J'ouvris mes yeux simulant presque la fatigue. J'avais fermé les yeux pendant un certain temps mais je n'avais pas dormi une seule seconde.
En principe, dans ces cas là, je traîne sur des jeux vidéos ou je lis des mangas toute la nuit, mais cette fois, c'était juste mon cerveau qui était en effervescence. Rassurez-vous, j'étais loin de m'épuiser à réfléchir sur un quelconque sujet de cours ou une interro. Juste Kieren. Enfin, "juste" semblait être un euphémisme. Le plus perturbant chez lui ce n'était pas qu'il cachait son véritable visage, ça, tout le monde le fait et moi la première, mais il le faisait d'une manière trop... Comment placer des mots dessus ? Évidente? Non ça ne l'était quasiment que pour moi. Dérangée serait le mot adéquat. C'était comme s'il cherchait à se cacher tout en s'auto détruisant. Une chose que je faisais aussi cela dit. Mais encore une fois, sa façon de le faire était plus déconcertante, plus perverse. Mais n'étais-je pas la plus perverse d'y trouver quelque chose de séduisant?
On pouvait presque me qualifier du parfait cliché de l'adolescente suicidaire et dépressive. Faire semblant toute la journée, en présence des autres, être quelqu'un de frivole et désordonné, ne prenant rien au négatif alors que c'était tout le contraire. J'étais silencieuse, emprisonnée dans ma propre prison qu'était mon esprit. Mes propres pensées me torturaient à longueur de temps, s'acharnant chacune à leur tour afin de ne jamais me laisser un moment de répit.
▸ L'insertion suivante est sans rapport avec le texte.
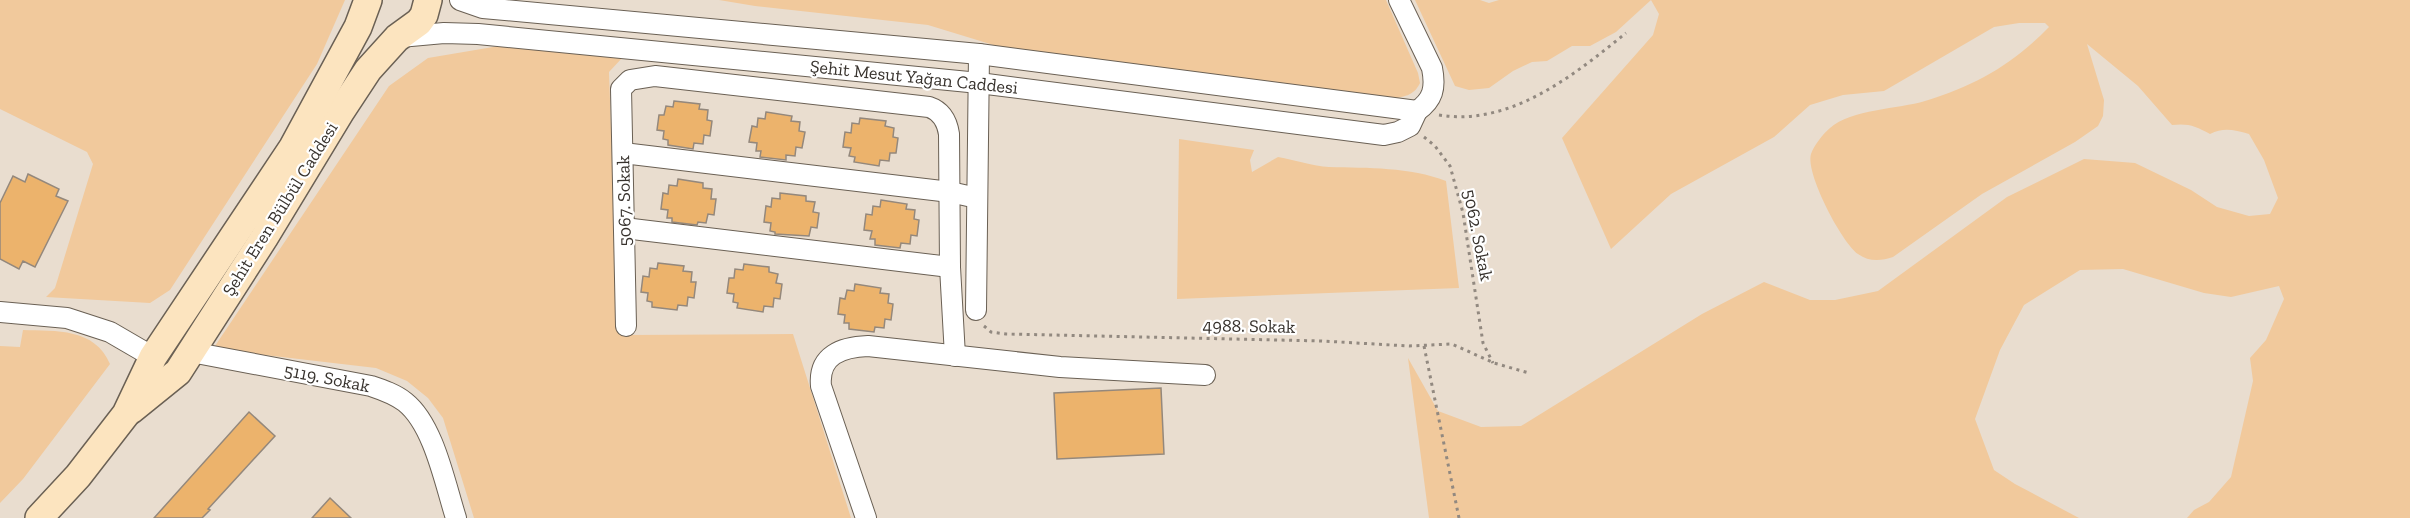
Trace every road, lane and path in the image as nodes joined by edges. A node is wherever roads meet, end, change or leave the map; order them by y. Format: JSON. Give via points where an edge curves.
{"nodes":[{"id":1,"x":368,"y":0,"type":"edge"},
{"id":2,"x":428,"y":0,"type":"edge"},
{"id":3,"x":460,"y":0,"type":"edge"},
{"id":4,"x":1399,"y":0,"type":"edge"},
{"id":5,"x":358,"y":27,"type":"junction"},
{"id":6,"x":1626,"y":33,"type":"dead end"},
{"id":7,"x":397,"y":38,"type":"junction"},
{"id":8,"x":979,"y":54,"type":"junction"},
{"id":9,"x":979,"y":83,"type":"junction"},
{"id":10,"x":1414,"y":119,"type":"junction"},
{"id":11,"x":623,"y":153,"type":"junction"},
{"id":12,"x":950,"y":192,"type":"junction"},
{"id":13,"x":977,"y":198,"type":"junction"},
{"id":14,"x":624,"y":228,"type":"junction"},
{"id":15,"x":950,"y":267,"type":"junction"},
{"id":16,"x":976,"y":310,"type":"joint"},
{"id":17,"x":0,"y":312,"type":"edge"},
{"id":18,"x":626,"y":326,"type":"dead end"},
{"id":19,"x":1425,"y":346,"type":"junction"},
{"id":20,"x":955,"y":356,"type":"junction"},
{"id":21,"x":153,"y":357,"type":"junction"},
{"id":22,"x":184,"y":362,"type":"junction"},
{"id":23,"x":1494,"y":363,"type":"junction"},
{"id":24,"x":1529,"y":373,"type":"dead end"},
{"id":25,"x":1205,"y":375,"type":"dead end"},
{"id":26,"x":126,"y":414,"type":"junction"},
{"id":27,"x":39,"y":518,"type":"edge"},
{"id":28,"x":456,"y":518,"type":"edge"},
{"id":29,"x":866,"y":518,"type":"edge"},
{"id":30,"x":1459,"y":518,"type":"edge"}],
"edges":[{"from":1,"to":5,"type":"street","name":"Şehit Eren Bülbül Caddesi"},
{"from":2,"to":7,"type":"street","name":"Şehit Eren Bülbül Caddesi","via":[[419,22]]},
{"from":3,"to":8,"type":"street","name":"Şehit Mesut Yağan Caddesi","via":[[483,8]]},
{"from":4,"to":10,"type":"street","via":[[1434,77],[1432,96]]},
{"from":5,"to":7,"type":"street"},
{"from":5,"to":21,"type":"street","name":"Şehit Eren Bülbül Caddesi","via":[[279,171]]},
{"from":6,"to":10,"type":"path","via":[[1573,75],[1518,104],[1485,115]]},
{"from":7,"to":9,"type":"street","name":"Şehit Mesut Yağan Caddesi","via":[[478,34]]},
{"from":7,"to":22,"type":"street","name":"Şehit Eren Bülbül Caddesi","via":[[368,70],[340,111]]},
{"from":8,"to":9,"type":"street"},
{"from":8,"to":10,"type":"street","name":"Şehit Mesut Yağan Caddesi"},
{"from":9,"to":10,"type":"street","name":"Şehit Mesut Yağan Caddesi","via":[[1384,135],[1398,132]]},
{"from":9,"to":13,"type":"street"},
{"from":10,"to":23,"type":"path","name":"5062. Sokak","via":[[1449,166],[1463,213],[1483,343]]},
{"from":11,"to":12,"type":"street"},
{"from":11,"to":12,"type":"street","name":"5067. Sokak","via":[[621,89],[630,80],[655,76],[929,107],[939,112],[948,129]]},
{"from":11,"to":14,"type":"street","name":"5067. Sokak"},
{"from":12,"to":13,"type":"street"},
{"from":12,"to":15,"type":"street"},
{"from":13,"to":16,"type":"street"},
{"from":14,"to":15,"type":"street"},
{"from":14,"to":18,"type":"street","name":"5067. Sokak"},
{"from":15,"to":20,"type":"street"},
{"from":16,"to":19,"type":"path","name":"4988. Sokak","via":[[990,332],[1006,334]]},
{"from":17,"to":21,"type":"street","via":[[67,318],[110,332]]},
{"from":19,"to":23,"type":"path","name":"4988. Sokak","via":[[1452,344]]},
{"from":19,"to":30,"type":"path"},
{"from":20,"to":25,"type":"street","via":[[1060,367]]},
{"from":20,"to":29,"type":"street","via":[[856,347],[838,352],[822,368],[821,386]]},
{"from":21,"to":22,"type":"street"},
{"from":21,"to":26,"type":"street","name":"Şehit Eren Bülbül Caddesi"},
{"from":22,"to":26,"type":"street","name":"Şehit Eren Bülbül Caddesi"},
{"from":22,"to":28,"type":"street","name":"5119. Sokak","via":[[371,386],[389,392],[420,419]]},
{"from":23,"to":24,"type":"path","name":"4988. Sokak"},
{"from":26,"to":27,"type":"street","name":"Şehit Eren Bülbül Caddesi"}]}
-Bien joué les filles, c'est réussi, fis-je à voix haute.

J'entendis la voix rauque de mon frère me demander si je l'avais appelé.

-Non, je descends bientôt.

Jason... C'était l'unique raison pour laquelle je continuais de faire semblant plutôt que de mettre fin à toute cette mascarade qu'était mon existence. Si vous vous demandez ce qui a bien pu m'arriver pour que je me mette à penser ainsi, c'est simple : je suis venue au monde. Est-ce qu'on demande au fœtus s'il veut vivre ? Évidemment que non, on ne peut pas mais si l'on pouvait, le choix serait une décision égoïste des parents.
"Pourquoi tu ne fais pas comme tout le monde ? Pourquoi ci, pourquoi ça"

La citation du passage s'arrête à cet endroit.